Exercise requirements = Find the word "names" in the listing, and copy out each line where it turns up.

Input data =
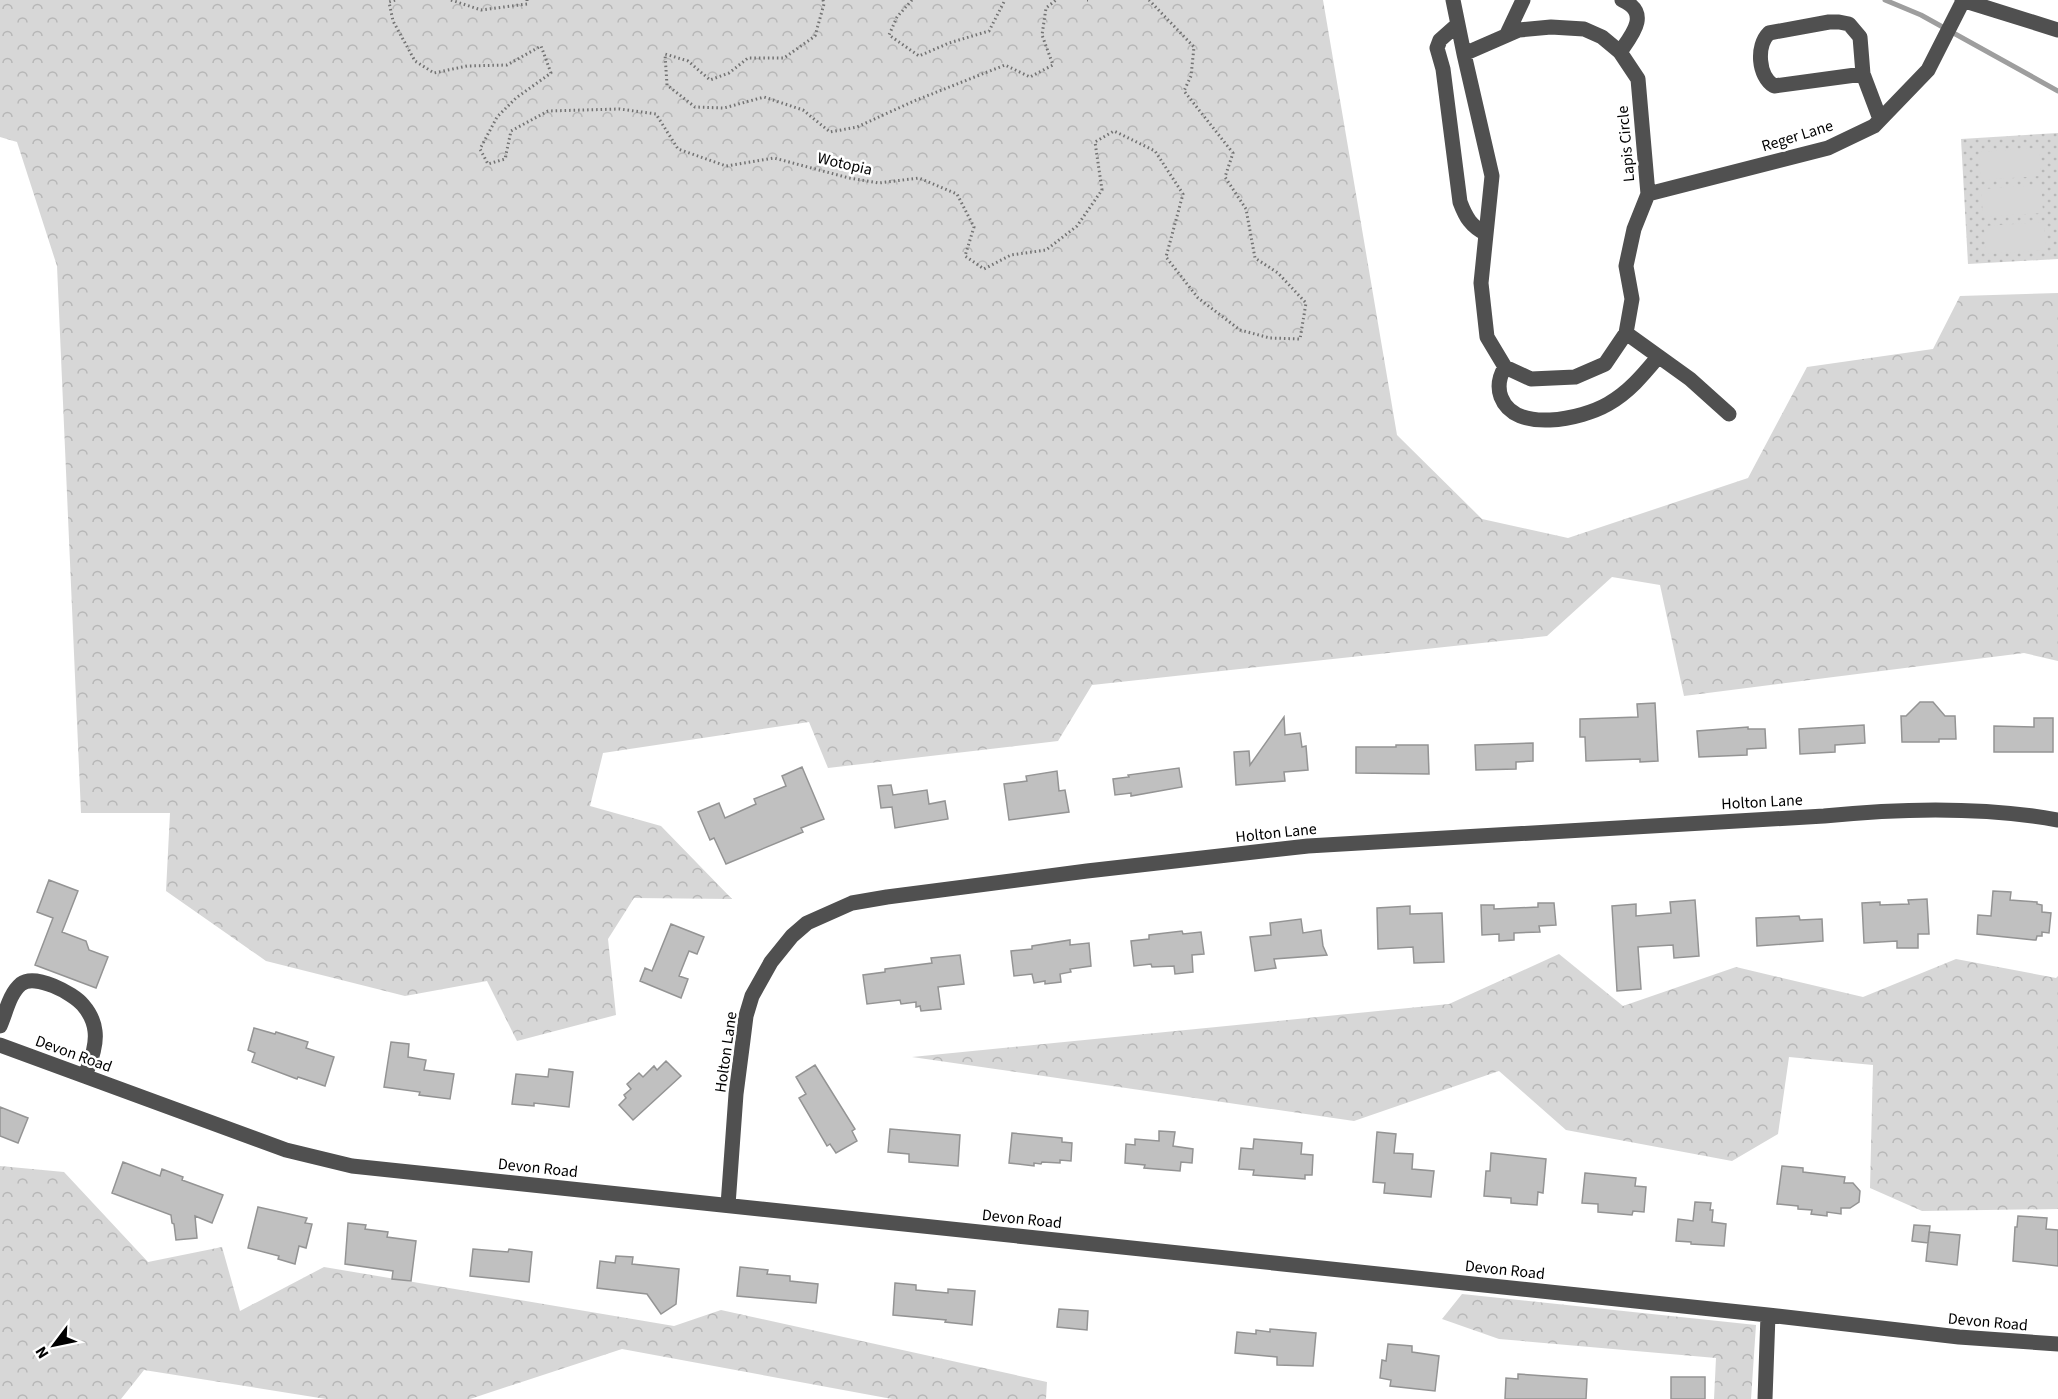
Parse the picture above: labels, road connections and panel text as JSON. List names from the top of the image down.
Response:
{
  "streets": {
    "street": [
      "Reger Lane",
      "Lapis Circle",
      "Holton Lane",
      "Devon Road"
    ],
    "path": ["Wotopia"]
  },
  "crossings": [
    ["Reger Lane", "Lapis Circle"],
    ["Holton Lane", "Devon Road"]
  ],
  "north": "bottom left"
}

* * *

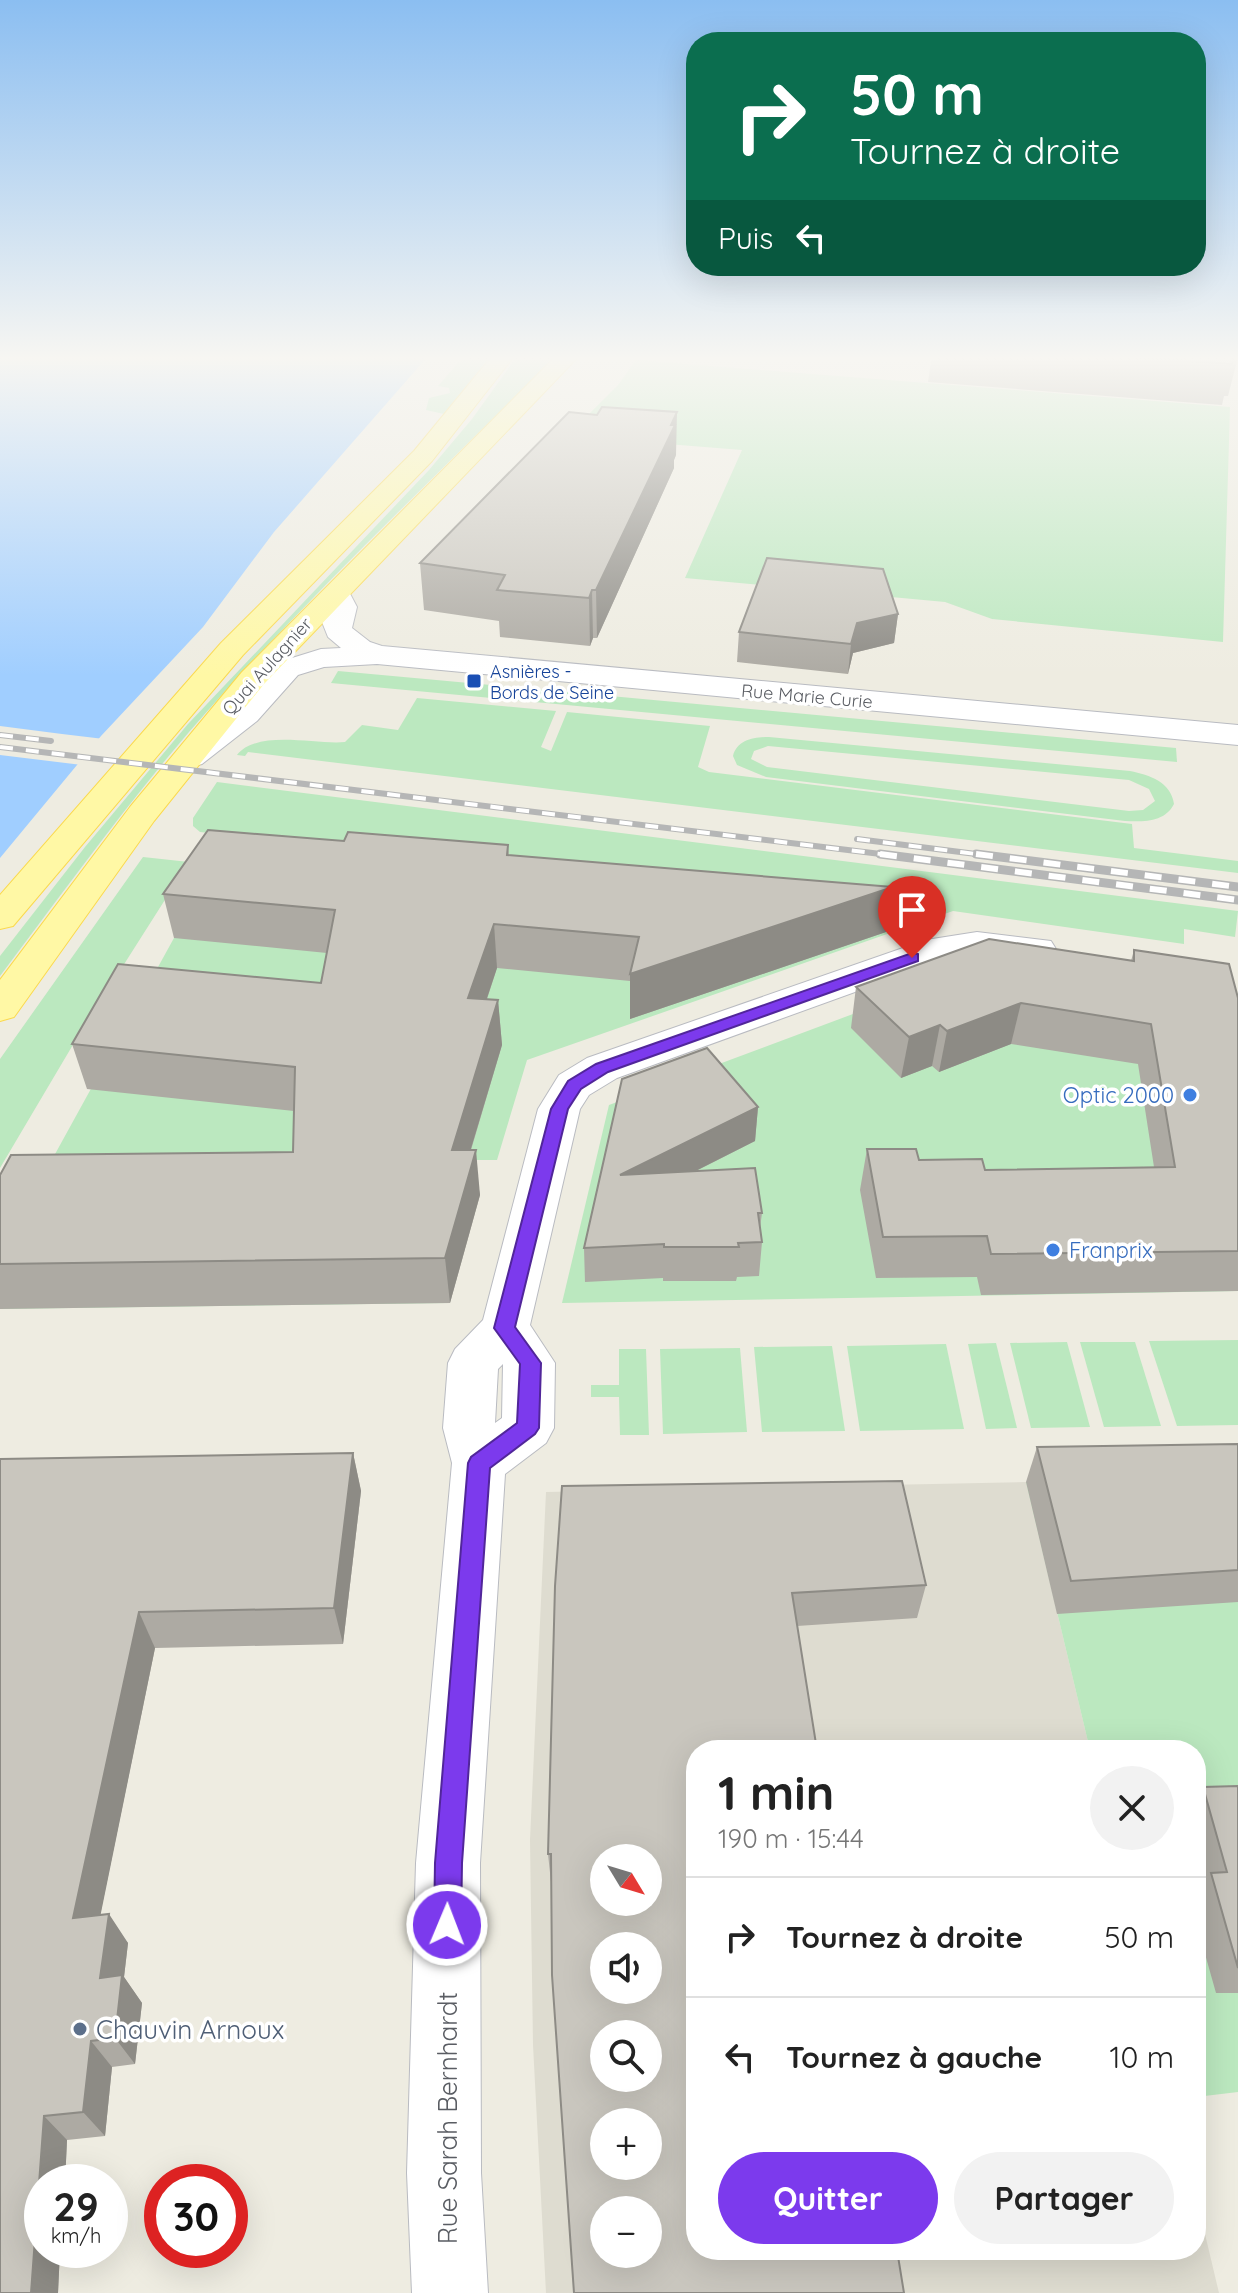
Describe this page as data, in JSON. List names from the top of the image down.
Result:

---

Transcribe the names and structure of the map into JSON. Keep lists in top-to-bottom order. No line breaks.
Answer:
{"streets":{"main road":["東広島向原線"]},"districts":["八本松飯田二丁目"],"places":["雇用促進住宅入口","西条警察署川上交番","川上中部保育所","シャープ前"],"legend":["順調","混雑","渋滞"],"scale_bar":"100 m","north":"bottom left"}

Task response =
Parse the picture above: labels, road connections and panel text as JSON. List names from the top of the image down.
Describe this page as data, in JSON. List names from the top of the image down.
Transcribe the names and structure of the map into JSON. Keep lists in top-to-bottom order. No line breaks.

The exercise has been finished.